» **DESCRIPTION OF THE TASK**
Copy each line from the entries that the word "dead" appears in.

Collected data:
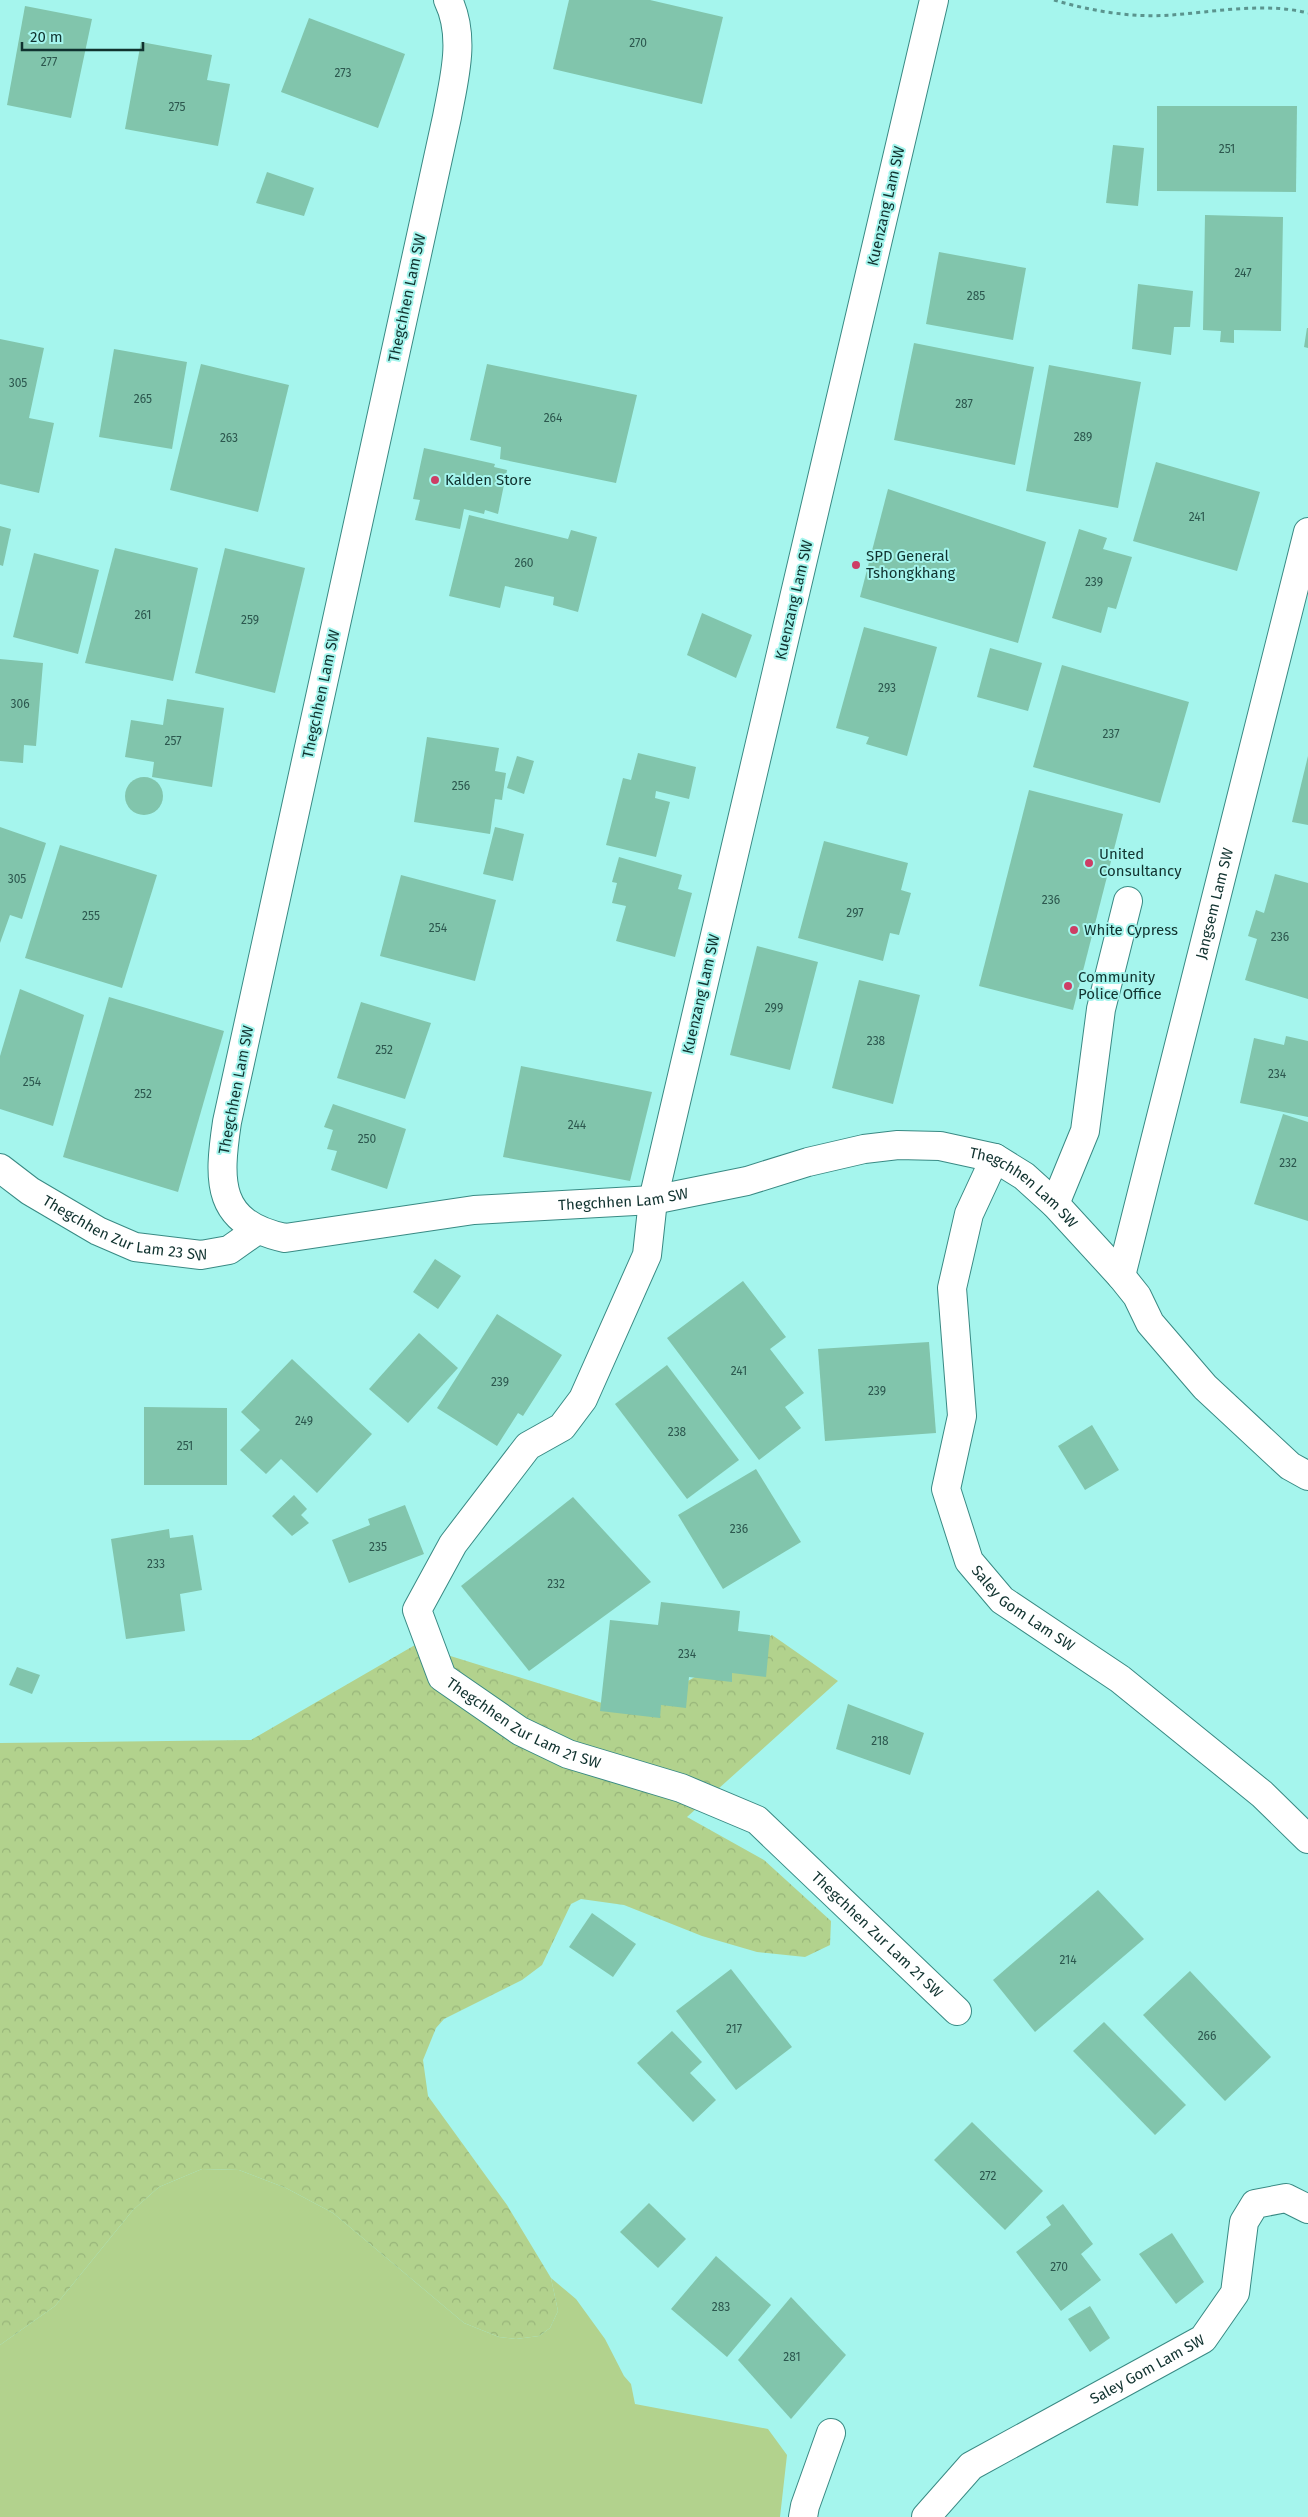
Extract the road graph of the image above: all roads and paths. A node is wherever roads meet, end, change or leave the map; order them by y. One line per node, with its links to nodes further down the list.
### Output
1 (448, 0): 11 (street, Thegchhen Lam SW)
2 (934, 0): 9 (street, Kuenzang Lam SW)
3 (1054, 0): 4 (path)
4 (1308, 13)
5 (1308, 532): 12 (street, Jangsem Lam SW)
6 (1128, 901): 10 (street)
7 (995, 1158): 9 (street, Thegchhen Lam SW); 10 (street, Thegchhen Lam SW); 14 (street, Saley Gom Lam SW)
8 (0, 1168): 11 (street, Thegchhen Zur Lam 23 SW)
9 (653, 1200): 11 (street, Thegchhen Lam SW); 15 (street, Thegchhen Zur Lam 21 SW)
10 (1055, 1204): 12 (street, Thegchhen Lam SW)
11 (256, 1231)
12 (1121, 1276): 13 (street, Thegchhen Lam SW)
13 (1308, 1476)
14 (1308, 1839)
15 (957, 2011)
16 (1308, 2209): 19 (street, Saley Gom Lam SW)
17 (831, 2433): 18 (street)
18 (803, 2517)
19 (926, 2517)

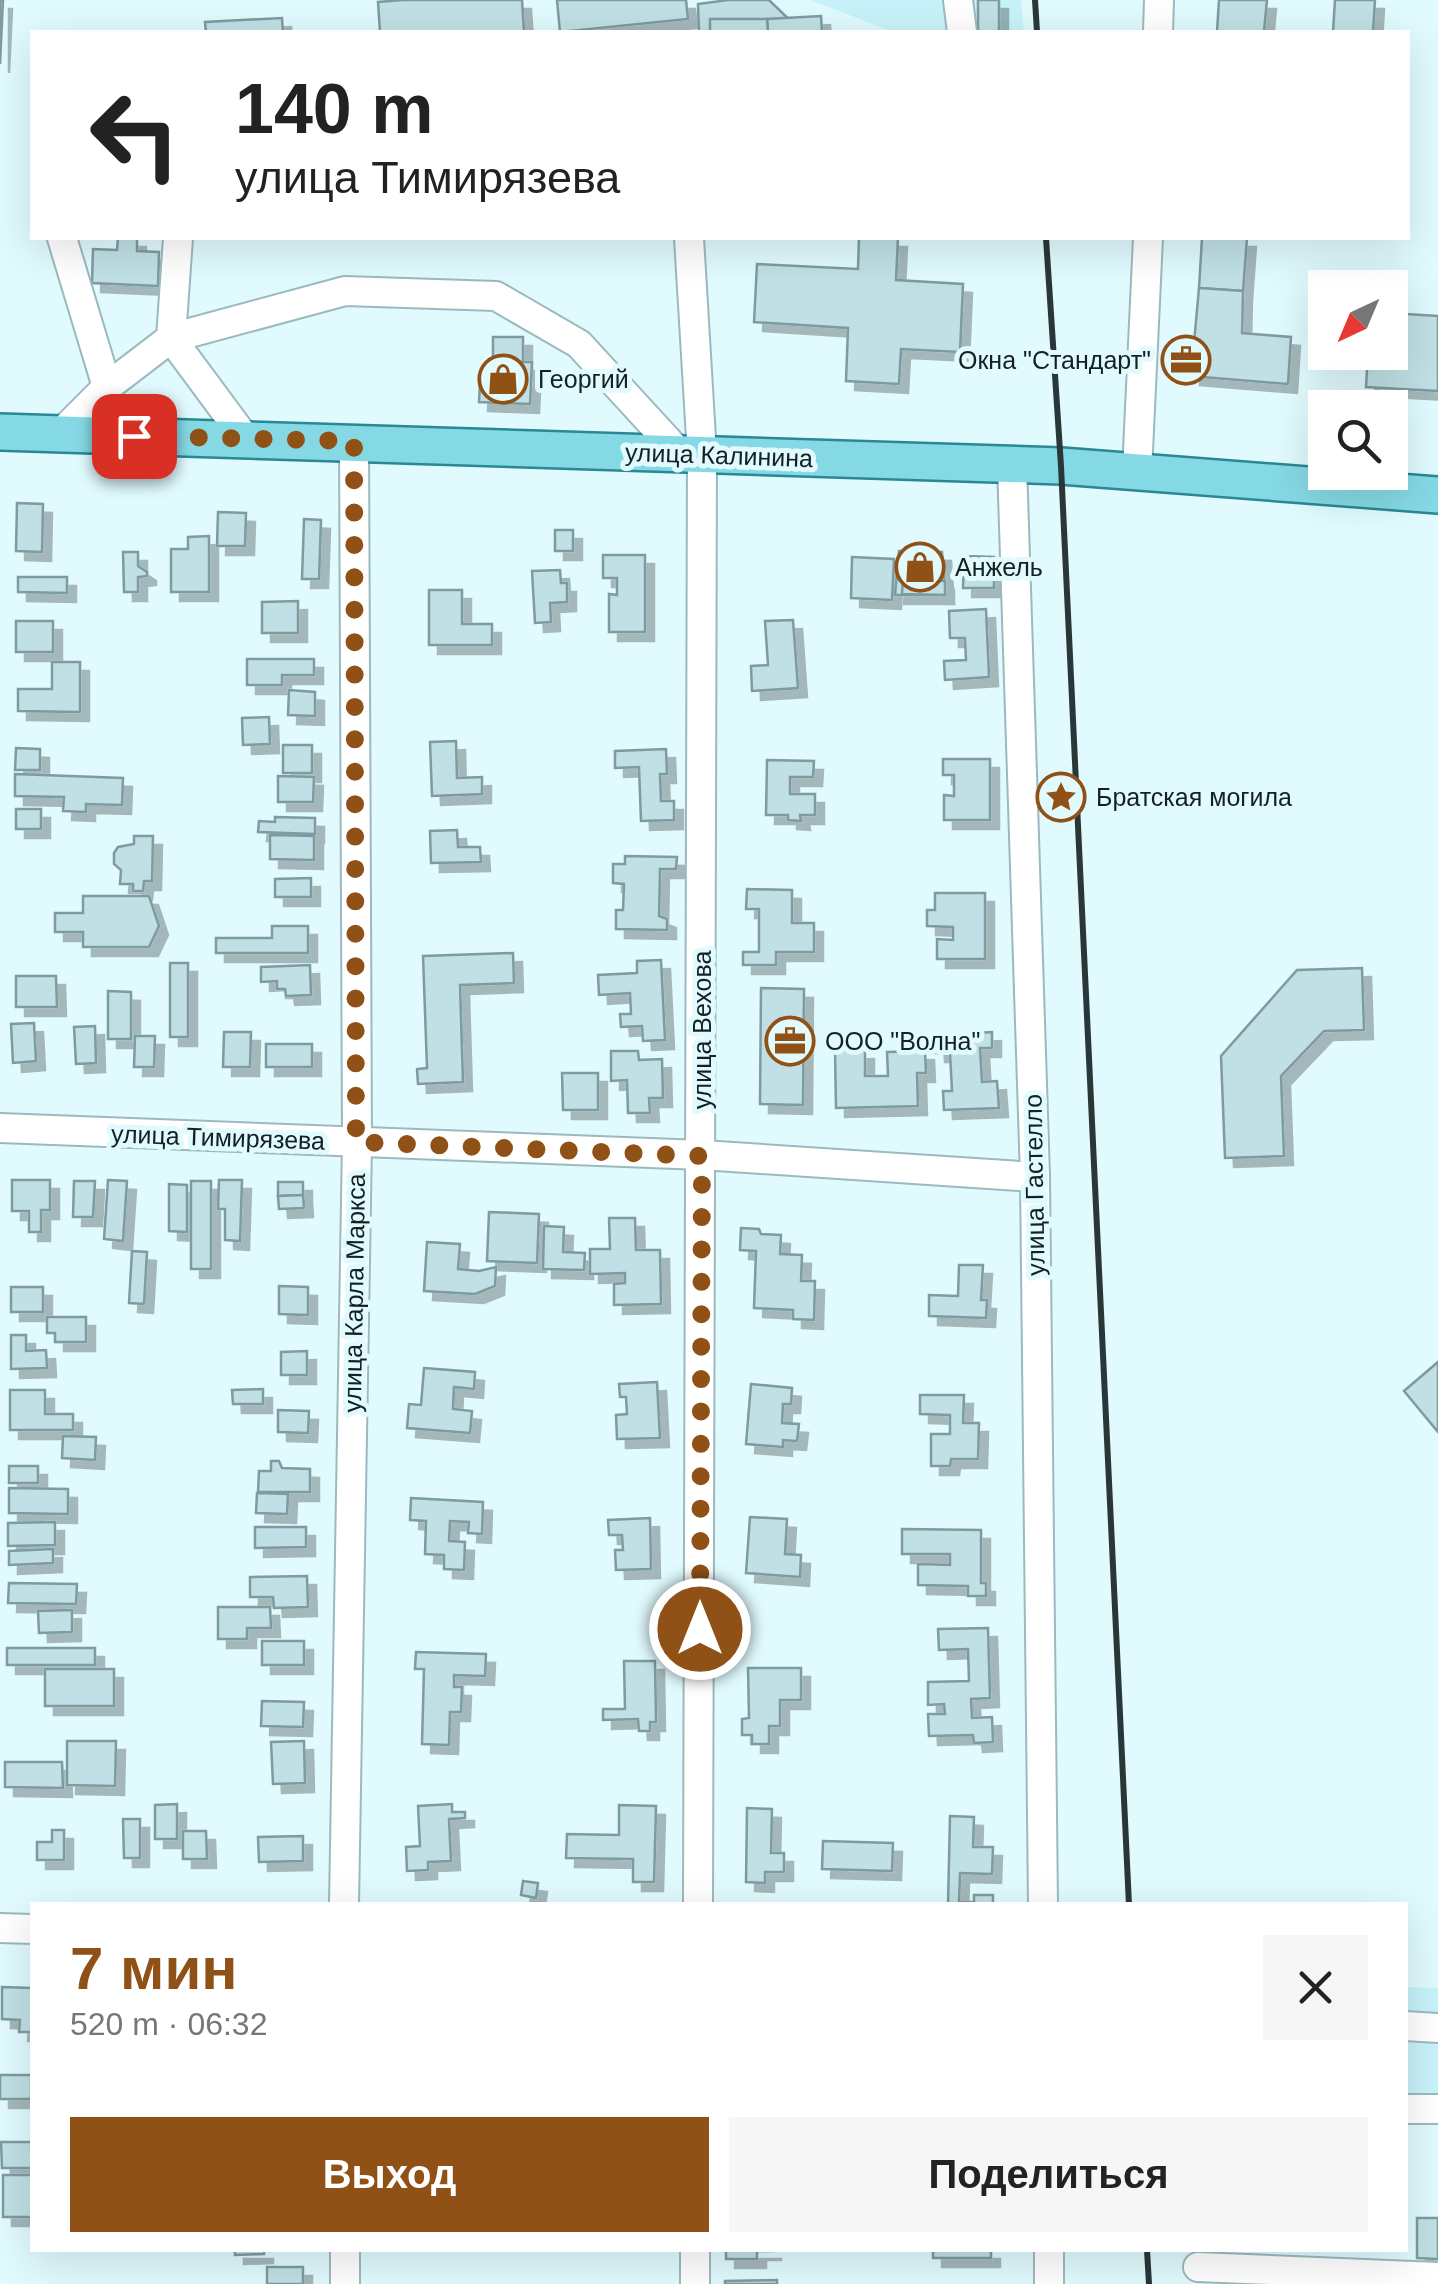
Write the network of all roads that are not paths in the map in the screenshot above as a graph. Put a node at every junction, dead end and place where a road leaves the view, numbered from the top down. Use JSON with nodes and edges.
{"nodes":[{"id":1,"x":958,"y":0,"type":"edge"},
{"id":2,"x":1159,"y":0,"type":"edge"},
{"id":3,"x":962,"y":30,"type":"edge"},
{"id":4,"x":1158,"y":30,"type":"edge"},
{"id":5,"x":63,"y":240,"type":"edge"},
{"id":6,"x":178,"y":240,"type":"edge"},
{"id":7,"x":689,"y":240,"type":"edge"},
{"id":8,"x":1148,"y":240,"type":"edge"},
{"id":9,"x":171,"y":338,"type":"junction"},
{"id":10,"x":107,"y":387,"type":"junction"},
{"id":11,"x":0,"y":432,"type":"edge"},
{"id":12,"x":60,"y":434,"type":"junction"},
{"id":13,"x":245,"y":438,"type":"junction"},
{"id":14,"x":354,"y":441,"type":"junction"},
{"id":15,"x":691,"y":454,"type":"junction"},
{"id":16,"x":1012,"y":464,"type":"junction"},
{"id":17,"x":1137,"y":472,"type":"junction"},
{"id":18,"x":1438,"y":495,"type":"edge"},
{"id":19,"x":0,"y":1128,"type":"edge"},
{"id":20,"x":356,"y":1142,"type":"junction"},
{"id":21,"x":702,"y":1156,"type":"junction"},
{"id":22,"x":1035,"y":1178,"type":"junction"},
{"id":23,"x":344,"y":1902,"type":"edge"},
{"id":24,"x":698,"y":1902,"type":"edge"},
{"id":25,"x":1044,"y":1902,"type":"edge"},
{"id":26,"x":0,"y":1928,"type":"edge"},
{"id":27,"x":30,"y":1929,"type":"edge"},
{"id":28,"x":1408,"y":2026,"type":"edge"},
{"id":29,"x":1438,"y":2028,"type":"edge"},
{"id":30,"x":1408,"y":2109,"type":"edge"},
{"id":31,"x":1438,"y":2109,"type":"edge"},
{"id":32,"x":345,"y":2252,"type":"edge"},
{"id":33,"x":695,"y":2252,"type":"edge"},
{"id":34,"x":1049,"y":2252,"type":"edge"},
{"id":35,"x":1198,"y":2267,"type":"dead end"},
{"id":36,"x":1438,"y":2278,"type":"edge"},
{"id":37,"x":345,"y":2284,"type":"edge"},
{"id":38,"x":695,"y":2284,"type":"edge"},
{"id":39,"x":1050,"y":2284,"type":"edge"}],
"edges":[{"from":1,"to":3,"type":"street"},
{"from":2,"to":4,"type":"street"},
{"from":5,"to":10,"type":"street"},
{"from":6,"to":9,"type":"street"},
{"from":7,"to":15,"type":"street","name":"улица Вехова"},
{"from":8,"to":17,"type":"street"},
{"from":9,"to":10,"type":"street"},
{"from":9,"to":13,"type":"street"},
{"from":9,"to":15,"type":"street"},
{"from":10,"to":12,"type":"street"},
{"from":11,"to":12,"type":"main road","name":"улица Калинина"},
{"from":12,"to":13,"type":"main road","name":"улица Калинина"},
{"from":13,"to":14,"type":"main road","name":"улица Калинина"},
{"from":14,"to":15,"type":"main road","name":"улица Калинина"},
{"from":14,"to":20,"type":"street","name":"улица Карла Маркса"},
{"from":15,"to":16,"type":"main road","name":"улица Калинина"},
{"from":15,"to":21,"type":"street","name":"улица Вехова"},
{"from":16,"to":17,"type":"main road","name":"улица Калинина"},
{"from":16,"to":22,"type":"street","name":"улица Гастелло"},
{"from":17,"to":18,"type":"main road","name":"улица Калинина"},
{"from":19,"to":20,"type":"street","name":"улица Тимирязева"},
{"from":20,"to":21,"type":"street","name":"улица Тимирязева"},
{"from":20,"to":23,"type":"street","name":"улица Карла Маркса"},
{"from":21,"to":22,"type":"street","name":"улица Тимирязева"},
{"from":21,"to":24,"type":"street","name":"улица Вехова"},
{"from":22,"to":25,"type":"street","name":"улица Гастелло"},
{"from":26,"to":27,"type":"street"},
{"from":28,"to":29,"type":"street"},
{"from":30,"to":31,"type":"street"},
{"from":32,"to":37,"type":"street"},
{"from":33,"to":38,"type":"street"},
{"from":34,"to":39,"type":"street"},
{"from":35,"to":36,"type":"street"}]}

» **REPLY**
Write the network of all roads that are not paths in the map in the screenshot above as a graph. Put a node at every junction, dead end and place where a road leaves the view, numbered from the top down. Use JSON with nodes and edges.
{"id":35,"x":1198,"y":2267,"type":"dead end"},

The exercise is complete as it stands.